Audit & Risk Committee
The Audit and Risk Committee consists of three directors. Independent non-executive directors constitute a majority on the committee. At least one of the independent non-executive members is a Chartered Accountant with recent and relevant financial experience. The Committee is responsible for overseeing the integrity of the accounting and financial reporting system and reporting to the Board on these matters. The terms of reference of the Committee are clearly defined under section 4.2 of the Board Charter.
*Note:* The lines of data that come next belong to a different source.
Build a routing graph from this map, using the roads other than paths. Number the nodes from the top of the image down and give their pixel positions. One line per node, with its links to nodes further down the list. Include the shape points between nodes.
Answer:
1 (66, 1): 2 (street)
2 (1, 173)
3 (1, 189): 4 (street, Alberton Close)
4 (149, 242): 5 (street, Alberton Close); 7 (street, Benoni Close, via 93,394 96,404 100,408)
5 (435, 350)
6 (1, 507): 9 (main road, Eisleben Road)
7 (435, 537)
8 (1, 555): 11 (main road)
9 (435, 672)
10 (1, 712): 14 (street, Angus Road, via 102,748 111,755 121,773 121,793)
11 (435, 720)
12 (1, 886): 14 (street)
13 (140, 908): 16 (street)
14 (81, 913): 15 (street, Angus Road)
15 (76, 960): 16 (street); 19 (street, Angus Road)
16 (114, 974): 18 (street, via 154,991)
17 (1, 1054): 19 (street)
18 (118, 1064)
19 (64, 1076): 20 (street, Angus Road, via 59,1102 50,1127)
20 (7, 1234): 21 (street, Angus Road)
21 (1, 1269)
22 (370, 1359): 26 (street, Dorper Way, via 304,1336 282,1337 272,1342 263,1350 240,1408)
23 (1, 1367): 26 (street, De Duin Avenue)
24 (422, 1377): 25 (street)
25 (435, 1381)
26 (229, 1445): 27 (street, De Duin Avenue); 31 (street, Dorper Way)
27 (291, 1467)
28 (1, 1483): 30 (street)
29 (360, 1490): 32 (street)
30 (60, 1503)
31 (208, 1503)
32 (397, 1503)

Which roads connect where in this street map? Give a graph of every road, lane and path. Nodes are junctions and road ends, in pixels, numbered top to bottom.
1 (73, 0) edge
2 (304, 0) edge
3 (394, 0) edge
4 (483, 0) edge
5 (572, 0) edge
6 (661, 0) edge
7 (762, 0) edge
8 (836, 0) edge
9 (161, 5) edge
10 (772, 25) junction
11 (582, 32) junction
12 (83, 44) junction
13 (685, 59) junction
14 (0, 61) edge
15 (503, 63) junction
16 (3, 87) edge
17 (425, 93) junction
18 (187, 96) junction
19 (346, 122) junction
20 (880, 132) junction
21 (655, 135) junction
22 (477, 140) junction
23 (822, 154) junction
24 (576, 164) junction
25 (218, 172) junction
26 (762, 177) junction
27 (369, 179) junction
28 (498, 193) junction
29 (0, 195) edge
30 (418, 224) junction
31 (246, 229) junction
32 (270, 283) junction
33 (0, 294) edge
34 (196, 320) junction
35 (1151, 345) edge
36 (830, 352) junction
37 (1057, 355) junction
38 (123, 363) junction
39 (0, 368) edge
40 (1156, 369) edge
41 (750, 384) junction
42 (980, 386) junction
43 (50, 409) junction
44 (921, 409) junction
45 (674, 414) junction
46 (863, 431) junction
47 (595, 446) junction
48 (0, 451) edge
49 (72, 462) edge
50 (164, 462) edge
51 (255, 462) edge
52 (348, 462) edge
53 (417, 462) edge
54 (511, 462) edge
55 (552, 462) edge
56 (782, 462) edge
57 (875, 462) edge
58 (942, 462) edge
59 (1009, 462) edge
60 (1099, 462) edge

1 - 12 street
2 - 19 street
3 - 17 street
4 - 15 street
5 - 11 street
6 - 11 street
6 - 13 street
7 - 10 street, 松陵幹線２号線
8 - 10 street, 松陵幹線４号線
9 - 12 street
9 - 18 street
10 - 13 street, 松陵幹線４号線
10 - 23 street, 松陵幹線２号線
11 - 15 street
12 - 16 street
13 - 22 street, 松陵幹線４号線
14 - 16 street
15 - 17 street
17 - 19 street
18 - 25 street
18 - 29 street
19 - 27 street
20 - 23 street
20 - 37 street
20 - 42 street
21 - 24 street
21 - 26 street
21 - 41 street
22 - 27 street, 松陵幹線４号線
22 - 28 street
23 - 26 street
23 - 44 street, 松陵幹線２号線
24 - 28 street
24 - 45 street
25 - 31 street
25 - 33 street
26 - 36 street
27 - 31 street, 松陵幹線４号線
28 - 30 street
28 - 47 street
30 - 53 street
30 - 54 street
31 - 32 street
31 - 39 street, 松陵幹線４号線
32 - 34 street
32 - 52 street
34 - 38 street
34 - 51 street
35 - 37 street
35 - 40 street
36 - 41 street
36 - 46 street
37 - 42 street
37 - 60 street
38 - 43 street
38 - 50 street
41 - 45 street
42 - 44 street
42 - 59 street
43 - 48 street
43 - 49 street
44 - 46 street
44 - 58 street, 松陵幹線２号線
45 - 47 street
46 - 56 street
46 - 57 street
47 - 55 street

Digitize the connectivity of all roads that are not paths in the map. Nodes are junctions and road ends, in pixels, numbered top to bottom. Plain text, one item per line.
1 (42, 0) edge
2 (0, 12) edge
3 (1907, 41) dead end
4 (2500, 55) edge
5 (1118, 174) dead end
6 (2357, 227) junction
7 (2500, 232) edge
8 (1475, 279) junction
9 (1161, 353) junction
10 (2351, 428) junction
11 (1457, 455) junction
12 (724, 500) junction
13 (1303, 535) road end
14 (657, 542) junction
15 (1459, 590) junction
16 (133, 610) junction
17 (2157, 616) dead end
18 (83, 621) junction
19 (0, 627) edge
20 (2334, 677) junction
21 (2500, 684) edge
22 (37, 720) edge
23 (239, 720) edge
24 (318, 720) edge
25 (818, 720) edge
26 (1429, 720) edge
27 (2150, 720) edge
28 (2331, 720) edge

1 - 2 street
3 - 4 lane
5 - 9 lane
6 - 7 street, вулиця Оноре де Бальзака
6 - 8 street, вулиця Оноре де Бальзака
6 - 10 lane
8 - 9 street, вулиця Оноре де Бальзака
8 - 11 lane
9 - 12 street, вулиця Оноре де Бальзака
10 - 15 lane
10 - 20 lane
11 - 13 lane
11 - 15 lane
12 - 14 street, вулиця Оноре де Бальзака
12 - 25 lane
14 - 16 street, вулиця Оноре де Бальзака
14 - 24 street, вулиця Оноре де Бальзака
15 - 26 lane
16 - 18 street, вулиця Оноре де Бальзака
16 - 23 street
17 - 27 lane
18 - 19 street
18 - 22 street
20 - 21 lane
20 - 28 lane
HR, Nominations & Ethics Committee
The HR, Nominations and Ethics Committee consists of three members, a majority of the members of which (including its chairman) are independent non-executive directors. The Committee is responsible for the operation of the nominating policy and for developing a succession plan for the MD and other senior executive officers as determined by the Board. The Committee is also responsible for recommending a remuneration policy to the Board of directors. The Board may invite the HR, Nominations and Ethics Committee to suggest a policy that applies to other staff. The terms of reference of the Committee are clearly defined under section 4.3 of the Board Charter.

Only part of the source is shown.